One of those is voice dictation, which works in any Mac OS X application that has an input field. Start dictation by double-tapping the fn (Function) key, or by selecting Edit > Start Dictation from the application menu.
System Preferences > Dictation & Speech lets you change the shortcut key or control which microphone the system uses to listen to you (consider a headset or other dedicated mic to reduce background noise and improve recognition accuracy).
NB: Dictation uses cloud processing to function, which means it sends your voice to Apple’s speech-processing systems via the internet. It also sends information such as your contacts, which are needed for the most effective recognition. If this presents a privacy issue for you, don’t use the function.
Another new feature in Mountain Lion is Notifications, which borrows from an iOS feature by grouping new application alerts, appointments, and other notifications into a sidebar for easy processing whenever you’re ready.
To open the sidebar, click the icon with three lines on the upper-right corner of the screen; the desktop will slide to the left and show new messages grouped by application; double-click on an item to open it in the relevant application.
System Preferences > Notifications lets you configure preferences for each app, including whether notifications fade away or stay until clicked.
Mountain Lion also represents a coming-of-age for Facebook, which joins Twitter in being integrated within the operating system. Well, technically, it’s not yet integrated – Apple has promised the addition of Facebook sharing, notifications and more in an update before the end of the year – but in the meantime you can share pictures, videos and more on YouTube, Vimeo, Flickr and Twitter by clicking the sharing icon that appears in upper right-hand corner of item previews (which you get to by tapping the spacebar when a file is highlighted) or applications like Preview and QuickTime Player.
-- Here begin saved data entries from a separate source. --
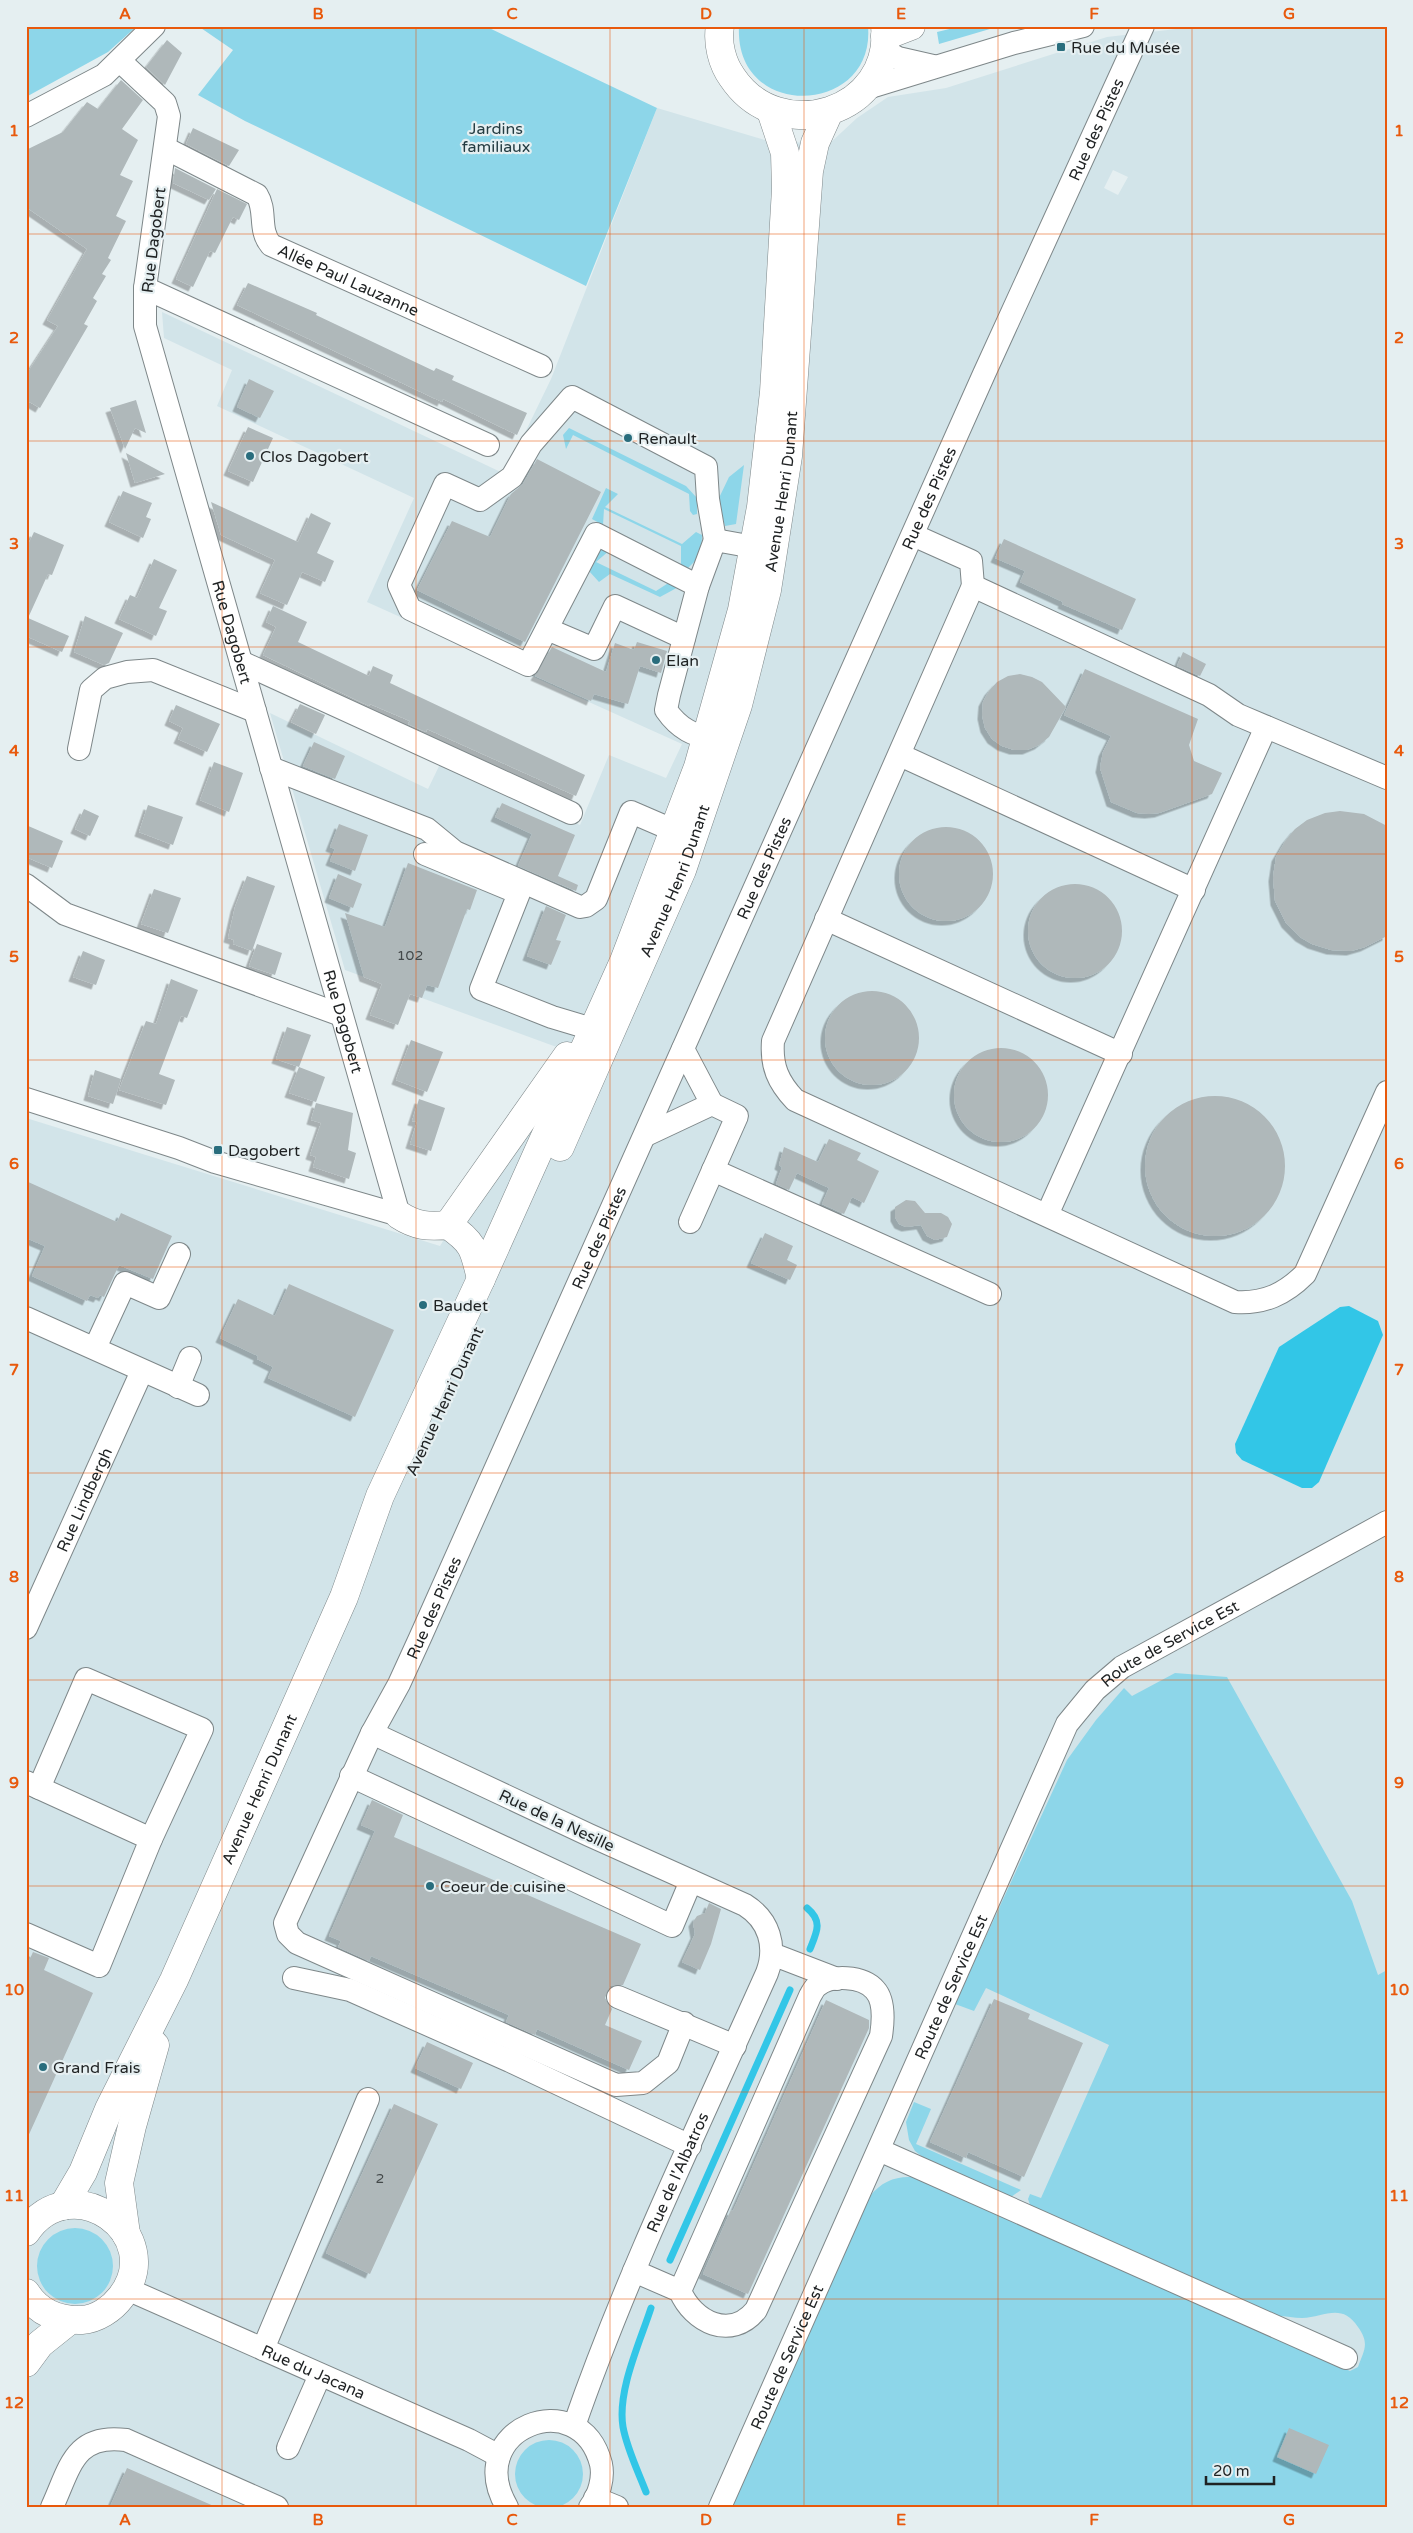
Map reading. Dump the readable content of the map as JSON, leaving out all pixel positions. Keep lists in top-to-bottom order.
{
  "streets": {
    "main road": ["Avenue Henri Dunant"],
    "street": [
      "Rue des Pistes",
      "Rue Dagobert",
      "Allée Paul Lauzanne",
      "Rue Lindbergh",
      "Route de Service Est",
      "Rue de la Nesille",
      "Rue de l'Albatros",
      "Rue du Jacana"
    ]
  },
  "crossings": [
    ["Rue des Pistes", "Rue de la Nesille"],
    ["Rue Dagobert", "Allée Paul Lauzanne"],
    ["Avenue Henri Dunant", "Rue du Jacana"],
    ["Rue de la Nesille", "Rue de l'Albatros"]
  ],
  "parks": ["Jardins familiaux"],
  "places": {
    "transit": ["Rue du Musée", "Dagobert"],
    "other": [
      "Renault",
      "Clos Dagobert",
      "Elan",
      "Baudet",
      "Coeur de cuisine",
      "Grand Frais"
    ]
  },
  "house_numbers": ["102", "2"],
  "scale_bar": "20 m",
  "grid": {
    "columns": [
      "A",
      "B",
      "C",
      "D",
      "E",
      "F",
      "G"
    ],
    "rows": [
      "1",
      "2",
      "3",
      "4",
      "5",
      "6",
      "7",
      "8",
      "9",
      "10",
      "11",
      "12"
    ]
  }
}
Another new addition is Game Center, which comes straight from the iPhone/iPod touch/iPad to the desktop and facilitates the finding and playing of games with other online players. Game Center is an app within Mountain Lion and interfaces with the Mac App Store, which is Apple’s centralised software-distribution tool, to help you find and join new online games.
Also interfaced with the Mac App Store – the easiest, but not the only, way to get new applications for your new Mac – is Gatekeeper, Apple’s new security infrastructure.
Putting rest to the belief that Macs don’t get hit by malware, Gatekeeper can prevent your system from running any apps but those that have come straight from the Mac App Store. Gatekeeper’s controls live in the System Preferences > Security & Privacy control screen, in the General tab; you’ll need to click the lock in the bottom-left corner and enter your administrator password to change its settings.
The other major addition to Mountain Lion is better support for iCloud. Whereas iCloud was bolted onto the previous ‘Lion’ v10.7, it’s native to Mountain Lion and offers better integration, seamless document syncing to iCloud, and better access to documents stored within iCloud.
Long-time Mac users have been generally happy with the improvements of Mountain Lion, and there are loads of other tweaks and features that make it run faster and more smoothly than before. Suffice it to say that if you’re just starting out with Macs, the experience is easier and more powerful than ever. Enjoy!